Return the lines below that carry the word "edges".

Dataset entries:

┄┄┄┄┄┄┄┄┄┄

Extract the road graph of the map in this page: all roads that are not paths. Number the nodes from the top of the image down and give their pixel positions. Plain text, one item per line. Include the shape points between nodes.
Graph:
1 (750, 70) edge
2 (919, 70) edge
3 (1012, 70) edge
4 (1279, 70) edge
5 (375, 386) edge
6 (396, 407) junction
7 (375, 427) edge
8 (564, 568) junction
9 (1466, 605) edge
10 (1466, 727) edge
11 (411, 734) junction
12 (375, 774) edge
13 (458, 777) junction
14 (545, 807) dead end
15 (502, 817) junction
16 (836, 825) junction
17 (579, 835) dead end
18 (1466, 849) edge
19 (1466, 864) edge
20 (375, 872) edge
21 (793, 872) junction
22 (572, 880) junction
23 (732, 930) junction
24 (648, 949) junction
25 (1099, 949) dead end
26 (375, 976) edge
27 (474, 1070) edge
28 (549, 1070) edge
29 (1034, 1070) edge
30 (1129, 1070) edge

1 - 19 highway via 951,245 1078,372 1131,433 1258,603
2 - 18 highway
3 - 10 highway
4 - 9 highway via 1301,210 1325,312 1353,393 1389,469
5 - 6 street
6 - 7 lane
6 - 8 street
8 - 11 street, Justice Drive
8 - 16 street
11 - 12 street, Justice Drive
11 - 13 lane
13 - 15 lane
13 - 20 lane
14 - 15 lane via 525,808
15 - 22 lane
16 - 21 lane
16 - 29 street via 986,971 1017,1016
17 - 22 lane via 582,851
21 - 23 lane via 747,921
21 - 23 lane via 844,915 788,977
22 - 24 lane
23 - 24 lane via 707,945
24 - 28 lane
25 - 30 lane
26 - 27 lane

┄┄┄┄┄┄┄┄┄┄

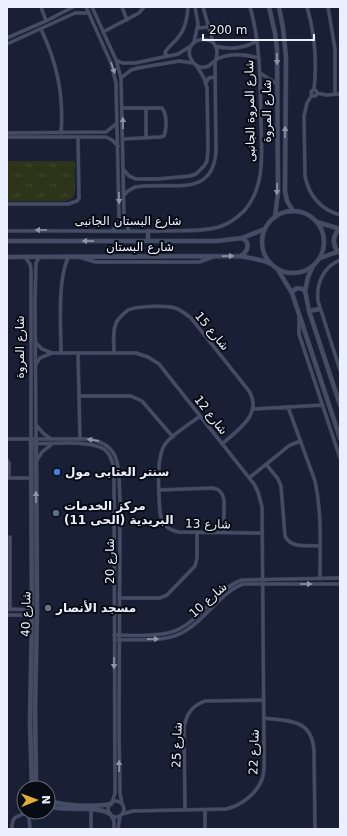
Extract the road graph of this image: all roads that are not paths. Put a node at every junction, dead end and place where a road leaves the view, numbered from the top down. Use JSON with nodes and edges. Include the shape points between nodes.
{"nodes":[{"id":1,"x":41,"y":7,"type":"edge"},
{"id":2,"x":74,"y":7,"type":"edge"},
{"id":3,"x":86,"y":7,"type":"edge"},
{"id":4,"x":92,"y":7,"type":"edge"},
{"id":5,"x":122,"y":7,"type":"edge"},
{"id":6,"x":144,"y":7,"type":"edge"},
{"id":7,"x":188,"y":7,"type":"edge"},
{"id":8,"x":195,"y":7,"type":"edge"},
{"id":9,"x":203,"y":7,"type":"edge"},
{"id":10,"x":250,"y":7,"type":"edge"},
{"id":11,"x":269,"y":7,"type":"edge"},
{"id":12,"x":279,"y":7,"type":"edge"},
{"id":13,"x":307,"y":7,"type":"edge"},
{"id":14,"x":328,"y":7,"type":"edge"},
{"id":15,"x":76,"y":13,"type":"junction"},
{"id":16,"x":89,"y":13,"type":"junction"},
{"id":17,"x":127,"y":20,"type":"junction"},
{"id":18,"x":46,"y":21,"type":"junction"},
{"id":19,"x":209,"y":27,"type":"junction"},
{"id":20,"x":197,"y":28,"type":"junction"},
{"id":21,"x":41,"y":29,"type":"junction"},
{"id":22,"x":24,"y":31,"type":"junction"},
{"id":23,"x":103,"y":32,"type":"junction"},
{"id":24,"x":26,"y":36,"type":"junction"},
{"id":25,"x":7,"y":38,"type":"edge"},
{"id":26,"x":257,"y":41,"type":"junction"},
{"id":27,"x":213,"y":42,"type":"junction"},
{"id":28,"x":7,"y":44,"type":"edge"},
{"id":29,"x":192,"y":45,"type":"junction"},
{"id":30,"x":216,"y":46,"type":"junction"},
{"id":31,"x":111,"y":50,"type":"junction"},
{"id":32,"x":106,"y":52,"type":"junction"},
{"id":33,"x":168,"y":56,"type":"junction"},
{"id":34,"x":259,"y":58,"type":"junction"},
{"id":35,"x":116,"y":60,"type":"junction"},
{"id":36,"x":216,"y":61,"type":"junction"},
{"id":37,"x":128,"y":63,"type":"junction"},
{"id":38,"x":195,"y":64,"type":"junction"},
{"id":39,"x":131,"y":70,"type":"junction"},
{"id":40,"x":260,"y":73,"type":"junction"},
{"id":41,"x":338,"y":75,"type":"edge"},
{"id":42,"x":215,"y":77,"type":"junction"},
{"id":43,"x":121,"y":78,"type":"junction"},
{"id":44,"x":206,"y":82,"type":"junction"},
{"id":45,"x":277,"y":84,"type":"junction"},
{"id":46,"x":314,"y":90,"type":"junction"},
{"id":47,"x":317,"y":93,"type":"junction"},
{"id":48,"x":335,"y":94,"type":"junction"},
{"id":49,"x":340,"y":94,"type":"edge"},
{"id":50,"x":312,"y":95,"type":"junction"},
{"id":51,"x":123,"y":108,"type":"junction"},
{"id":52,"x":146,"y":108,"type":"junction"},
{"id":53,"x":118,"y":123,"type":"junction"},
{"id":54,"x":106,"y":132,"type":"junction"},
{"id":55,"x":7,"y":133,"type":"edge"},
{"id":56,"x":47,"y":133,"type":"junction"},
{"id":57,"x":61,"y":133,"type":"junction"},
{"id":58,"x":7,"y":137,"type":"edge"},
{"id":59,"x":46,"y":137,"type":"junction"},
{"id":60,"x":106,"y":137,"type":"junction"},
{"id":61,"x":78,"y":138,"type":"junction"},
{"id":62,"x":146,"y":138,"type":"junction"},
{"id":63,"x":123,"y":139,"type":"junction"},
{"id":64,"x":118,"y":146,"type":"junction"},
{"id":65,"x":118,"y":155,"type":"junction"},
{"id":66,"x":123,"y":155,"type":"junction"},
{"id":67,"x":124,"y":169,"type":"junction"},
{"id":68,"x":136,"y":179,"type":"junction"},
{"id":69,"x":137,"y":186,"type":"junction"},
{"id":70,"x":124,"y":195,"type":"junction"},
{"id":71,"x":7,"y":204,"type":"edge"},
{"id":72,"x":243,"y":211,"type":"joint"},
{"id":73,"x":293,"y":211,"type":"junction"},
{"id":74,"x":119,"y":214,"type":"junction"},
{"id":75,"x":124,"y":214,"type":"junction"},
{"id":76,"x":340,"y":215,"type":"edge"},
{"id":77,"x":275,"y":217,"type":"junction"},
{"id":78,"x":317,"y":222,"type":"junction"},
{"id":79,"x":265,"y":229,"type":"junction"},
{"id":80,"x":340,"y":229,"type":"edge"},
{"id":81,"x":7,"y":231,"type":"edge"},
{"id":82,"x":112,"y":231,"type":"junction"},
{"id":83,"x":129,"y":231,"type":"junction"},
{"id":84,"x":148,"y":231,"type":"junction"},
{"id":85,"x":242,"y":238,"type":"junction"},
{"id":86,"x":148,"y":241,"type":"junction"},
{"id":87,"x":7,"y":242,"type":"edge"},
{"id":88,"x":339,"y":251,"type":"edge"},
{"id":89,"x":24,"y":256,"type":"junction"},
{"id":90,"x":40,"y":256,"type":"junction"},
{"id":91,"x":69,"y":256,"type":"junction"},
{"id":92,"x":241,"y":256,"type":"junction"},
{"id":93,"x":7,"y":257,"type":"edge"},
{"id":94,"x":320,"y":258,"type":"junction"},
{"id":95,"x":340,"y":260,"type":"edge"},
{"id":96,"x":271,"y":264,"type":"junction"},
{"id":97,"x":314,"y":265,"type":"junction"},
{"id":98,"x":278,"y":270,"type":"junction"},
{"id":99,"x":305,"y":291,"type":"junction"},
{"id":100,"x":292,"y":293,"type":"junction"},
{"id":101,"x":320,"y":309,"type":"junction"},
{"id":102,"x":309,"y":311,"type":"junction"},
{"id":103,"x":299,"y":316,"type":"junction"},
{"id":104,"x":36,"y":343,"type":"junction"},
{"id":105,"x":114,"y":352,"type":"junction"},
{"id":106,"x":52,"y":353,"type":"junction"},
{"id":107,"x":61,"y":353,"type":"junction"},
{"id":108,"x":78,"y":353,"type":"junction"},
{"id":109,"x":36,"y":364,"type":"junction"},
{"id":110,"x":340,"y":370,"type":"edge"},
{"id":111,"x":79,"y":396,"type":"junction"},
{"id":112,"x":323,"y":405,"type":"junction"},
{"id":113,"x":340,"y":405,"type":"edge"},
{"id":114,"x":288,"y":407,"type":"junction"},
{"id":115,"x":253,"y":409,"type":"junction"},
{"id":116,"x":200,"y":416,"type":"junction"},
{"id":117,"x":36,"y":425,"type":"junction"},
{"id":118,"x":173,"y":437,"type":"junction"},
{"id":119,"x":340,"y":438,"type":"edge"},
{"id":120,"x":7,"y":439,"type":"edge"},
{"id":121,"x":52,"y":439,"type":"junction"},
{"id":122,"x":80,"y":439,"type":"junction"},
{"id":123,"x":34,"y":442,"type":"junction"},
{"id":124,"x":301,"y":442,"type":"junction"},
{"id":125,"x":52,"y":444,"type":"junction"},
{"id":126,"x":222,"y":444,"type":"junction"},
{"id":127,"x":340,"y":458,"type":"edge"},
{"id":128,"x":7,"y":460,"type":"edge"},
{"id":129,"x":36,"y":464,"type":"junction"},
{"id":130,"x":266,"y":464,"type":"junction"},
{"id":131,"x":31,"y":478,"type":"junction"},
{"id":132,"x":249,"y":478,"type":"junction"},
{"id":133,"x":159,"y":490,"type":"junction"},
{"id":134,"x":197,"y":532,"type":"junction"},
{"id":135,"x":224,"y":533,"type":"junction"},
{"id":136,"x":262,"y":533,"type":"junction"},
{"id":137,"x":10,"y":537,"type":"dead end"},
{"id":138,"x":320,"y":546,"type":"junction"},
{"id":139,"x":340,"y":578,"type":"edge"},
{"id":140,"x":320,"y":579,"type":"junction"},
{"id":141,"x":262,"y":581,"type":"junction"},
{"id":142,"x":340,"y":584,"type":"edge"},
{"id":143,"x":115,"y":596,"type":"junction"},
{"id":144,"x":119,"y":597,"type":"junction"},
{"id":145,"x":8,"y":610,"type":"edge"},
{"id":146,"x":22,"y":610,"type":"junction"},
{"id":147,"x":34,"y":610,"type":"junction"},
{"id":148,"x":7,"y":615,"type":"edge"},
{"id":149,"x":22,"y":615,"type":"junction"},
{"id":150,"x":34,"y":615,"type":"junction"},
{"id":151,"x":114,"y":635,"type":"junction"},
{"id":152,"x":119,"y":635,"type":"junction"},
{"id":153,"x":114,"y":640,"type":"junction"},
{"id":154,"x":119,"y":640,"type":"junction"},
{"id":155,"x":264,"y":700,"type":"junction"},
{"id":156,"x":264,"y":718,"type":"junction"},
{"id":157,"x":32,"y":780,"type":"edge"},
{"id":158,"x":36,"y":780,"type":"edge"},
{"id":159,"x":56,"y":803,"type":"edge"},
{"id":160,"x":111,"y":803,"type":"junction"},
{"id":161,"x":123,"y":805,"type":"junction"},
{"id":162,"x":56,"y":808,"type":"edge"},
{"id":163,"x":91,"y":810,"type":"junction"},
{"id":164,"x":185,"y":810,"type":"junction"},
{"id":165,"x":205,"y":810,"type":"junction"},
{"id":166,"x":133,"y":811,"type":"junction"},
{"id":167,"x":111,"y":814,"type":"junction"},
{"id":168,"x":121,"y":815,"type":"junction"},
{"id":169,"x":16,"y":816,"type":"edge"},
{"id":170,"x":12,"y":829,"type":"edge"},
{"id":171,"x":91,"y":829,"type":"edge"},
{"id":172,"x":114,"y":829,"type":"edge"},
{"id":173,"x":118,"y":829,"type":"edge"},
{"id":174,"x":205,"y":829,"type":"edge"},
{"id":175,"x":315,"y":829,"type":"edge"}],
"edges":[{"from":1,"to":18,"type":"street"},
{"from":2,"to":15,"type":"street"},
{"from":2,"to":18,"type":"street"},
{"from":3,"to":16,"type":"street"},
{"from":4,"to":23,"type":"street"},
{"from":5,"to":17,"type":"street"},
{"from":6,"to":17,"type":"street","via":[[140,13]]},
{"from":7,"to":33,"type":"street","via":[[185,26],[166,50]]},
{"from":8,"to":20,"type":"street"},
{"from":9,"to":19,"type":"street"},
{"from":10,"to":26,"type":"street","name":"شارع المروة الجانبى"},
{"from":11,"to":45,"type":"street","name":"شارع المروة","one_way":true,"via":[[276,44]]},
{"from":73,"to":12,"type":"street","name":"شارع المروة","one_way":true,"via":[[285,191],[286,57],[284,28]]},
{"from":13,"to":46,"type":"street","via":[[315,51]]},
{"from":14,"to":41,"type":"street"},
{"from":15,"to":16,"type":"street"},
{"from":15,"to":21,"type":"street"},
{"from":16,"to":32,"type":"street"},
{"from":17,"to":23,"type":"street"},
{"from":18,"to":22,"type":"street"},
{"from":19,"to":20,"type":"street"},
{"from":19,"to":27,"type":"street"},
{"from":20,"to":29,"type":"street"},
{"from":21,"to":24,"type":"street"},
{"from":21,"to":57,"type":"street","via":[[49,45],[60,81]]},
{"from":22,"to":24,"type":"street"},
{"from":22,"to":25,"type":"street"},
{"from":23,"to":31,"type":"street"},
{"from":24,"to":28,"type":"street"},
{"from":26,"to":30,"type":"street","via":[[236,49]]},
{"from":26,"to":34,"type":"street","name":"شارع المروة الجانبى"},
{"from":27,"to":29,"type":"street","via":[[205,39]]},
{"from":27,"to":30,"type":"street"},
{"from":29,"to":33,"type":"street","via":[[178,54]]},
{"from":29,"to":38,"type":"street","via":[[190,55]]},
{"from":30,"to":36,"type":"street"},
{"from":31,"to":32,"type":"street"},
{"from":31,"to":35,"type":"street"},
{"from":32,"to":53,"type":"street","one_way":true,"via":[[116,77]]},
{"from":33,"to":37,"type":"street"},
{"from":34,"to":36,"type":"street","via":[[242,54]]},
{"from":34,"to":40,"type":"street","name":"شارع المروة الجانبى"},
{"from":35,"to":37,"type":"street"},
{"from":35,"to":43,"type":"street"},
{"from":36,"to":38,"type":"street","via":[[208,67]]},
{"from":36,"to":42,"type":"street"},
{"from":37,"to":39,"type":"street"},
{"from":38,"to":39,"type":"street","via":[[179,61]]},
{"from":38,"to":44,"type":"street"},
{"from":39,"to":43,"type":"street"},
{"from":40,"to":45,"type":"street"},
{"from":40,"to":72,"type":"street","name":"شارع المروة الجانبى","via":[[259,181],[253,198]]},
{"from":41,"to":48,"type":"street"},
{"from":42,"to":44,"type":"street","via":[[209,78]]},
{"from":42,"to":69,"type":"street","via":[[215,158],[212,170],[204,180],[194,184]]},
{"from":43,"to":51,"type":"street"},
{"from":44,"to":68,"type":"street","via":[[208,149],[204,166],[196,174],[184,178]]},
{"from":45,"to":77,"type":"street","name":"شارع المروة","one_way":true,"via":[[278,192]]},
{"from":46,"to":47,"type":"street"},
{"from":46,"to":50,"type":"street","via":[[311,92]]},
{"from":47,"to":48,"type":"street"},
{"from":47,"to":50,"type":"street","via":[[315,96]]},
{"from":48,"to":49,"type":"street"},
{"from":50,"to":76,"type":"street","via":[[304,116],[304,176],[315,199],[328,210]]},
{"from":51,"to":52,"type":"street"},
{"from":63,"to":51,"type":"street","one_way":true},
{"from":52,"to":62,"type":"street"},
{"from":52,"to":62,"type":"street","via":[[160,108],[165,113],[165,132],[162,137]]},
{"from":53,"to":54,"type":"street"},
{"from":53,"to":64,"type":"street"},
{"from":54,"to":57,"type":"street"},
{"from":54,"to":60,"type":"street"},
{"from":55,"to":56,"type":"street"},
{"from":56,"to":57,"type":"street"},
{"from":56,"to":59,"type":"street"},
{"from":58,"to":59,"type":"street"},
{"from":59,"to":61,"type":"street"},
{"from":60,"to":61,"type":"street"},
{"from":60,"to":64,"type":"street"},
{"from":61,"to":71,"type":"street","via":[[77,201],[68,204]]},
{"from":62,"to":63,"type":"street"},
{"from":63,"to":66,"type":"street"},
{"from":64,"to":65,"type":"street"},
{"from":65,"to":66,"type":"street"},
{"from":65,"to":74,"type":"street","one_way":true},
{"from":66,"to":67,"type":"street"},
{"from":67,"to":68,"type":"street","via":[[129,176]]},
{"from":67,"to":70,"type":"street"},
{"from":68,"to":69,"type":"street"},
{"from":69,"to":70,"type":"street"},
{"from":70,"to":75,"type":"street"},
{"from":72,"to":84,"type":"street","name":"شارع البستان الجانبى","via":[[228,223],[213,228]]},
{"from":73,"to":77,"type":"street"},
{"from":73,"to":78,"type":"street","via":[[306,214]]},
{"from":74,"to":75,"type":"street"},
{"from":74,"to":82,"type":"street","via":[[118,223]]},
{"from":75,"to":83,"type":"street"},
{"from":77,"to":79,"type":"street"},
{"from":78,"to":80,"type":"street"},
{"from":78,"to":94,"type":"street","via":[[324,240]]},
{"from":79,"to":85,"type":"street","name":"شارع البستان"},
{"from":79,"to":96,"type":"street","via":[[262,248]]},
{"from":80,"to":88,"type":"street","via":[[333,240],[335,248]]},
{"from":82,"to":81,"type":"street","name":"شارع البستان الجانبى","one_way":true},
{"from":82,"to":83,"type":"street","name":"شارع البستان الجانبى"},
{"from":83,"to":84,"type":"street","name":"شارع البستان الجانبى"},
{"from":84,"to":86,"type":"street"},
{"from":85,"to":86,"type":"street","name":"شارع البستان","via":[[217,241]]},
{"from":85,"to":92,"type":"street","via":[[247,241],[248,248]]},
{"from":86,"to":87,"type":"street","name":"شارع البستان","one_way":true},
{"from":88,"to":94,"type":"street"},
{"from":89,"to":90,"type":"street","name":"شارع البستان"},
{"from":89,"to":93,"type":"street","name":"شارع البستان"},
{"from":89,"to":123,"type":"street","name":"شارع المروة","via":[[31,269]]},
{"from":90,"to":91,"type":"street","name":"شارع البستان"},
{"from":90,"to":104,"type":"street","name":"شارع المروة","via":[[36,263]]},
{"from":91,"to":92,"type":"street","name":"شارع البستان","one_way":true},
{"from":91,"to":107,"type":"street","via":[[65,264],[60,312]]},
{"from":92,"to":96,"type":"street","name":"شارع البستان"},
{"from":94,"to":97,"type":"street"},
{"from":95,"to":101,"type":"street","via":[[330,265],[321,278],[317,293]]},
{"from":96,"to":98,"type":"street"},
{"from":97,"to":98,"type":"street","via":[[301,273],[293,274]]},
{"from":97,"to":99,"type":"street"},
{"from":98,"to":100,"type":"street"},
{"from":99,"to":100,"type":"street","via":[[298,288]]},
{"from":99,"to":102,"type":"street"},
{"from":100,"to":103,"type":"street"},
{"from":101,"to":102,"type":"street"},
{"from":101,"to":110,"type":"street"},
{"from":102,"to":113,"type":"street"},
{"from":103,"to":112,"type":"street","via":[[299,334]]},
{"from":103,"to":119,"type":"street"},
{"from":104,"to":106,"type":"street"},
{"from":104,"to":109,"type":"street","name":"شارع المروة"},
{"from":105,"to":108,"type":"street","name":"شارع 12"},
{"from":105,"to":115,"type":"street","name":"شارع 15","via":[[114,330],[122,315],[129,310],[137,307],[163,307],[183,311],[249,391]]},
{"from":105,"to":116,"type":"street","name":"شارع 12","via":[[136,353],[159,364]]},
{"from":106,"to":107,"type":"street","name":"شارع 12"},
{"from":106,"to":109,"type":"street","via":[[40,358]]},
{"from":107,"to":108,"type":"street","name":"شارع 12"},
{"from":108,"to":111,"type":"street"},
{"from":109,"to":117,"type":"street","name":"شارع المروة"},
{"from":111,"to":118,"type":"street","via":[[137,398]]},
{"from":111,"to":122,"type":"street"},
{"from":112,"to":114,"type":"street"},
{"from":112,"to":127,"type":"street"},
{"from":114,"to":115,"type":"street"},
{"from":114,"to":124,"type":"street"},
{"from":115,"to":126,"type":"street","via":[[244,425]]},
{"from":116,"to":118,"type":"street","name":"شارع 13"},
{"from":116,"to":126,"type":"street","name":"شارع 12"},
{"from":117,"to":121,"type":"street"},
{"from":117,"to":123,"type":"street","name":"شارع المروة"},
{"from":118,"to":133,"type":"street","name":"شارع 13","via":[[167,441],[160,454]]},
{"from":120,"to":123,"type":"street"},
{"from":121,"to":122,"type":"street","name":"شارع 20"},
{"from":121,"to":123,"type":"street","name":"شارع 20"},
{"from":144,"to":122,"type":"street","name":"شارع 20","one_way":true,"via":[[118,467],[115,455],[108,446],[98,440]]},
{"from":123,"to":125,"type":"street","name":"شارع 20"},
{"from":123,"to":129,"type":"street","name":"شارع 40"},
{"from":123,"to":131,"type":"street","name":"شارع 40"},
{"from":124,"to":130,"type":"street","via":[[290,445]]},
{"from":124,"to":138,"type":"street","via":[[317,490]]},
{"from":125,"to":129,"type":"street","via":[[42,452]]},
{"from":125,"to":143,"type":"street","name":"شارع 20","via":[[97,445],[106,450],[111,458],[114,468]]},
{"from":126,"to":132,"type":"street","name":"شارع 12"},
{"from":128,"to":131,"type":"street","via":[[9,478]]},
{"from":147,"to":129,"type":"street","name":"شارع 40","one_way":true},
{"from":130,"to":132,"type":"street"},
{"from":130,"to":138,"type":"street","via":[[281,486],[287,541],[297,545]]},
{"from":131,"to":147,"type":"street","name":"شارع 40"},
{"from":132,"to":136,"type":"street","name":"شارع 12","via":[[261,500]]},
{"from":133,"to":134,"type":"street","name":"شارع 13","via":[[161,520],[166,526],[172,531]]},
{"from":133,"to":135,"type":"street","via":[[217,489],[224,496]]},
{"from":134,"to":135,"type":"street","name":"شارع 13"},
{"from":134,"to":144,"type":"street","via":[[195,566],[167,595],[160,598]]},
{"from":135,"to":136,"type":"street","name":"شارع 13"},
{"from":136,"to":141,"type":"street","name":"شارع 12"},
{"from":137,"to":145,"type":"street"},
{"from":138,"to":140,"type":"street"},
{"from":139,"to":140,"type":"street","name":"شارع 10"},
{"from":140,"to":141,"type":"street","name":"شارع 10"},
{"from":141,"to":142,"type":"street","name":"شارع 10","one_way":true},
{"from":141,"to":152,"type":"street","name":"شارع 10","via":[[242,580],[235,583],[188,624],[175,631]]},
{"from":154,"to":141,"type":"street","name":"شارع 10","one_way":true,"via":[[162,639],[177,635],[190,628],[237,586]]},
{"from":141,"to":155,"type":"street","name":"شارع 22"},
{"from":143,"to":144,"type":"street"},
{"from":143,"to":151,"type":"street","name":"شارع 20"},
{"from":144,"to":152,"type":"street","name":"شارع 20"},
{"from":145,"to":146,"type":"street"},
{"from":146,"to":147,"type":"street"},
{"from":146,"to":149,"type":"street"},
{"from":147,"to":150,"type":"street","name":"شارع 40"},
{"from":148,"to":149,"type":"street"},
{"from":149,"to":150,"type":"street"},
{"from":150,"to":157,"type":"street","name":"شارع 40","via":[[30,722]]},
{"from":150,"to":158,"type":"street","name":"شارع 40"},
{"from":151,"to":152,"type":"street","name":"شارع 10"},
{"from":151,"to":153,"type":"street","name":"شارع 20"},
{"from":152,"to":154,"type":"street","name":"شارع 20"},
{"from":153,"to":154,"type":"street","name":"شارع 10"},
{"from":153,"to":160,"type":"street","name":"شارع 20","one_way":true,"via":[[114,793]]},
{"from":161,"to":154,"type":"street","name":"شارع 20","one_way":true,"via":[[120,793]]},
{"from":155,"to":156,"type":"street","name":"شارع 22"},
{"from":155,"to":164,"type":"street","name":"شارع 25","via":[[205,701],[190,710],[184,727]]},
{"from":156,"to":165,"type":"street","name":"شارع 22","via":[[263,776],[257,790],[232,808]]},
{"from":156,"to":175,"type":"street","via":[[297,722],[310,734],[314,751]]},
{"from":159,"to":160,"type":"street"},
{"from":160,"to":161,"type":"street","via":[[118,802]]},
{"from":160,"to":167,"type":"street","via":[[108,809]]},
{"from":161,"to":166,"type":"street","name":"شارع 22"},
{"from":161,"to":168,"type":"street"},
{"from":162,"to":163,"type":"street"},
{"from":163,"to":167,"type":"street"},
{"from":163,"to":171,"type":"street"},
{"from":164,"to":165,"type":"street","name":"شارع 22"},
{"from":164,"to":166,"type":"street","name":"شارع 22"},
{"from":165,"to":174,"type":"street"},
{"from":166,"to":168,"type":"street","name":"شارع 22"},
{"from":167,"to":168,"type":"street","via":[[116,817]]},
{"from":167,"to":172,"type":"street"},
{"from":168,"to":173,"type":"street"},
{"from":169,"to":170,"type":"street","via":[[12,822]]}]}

┄┄┄┄┄┄┄┄┄┄

**Written response**.
Extract the road graph of this image: all roads that are not paths. Put a node at every junction, dead end and place where a road leaves the view, numbered from the top down. Use JSON with nodes and edges. Include the shape points between nodes.
"edges":[{"from":1,"to":18,"type":"street"},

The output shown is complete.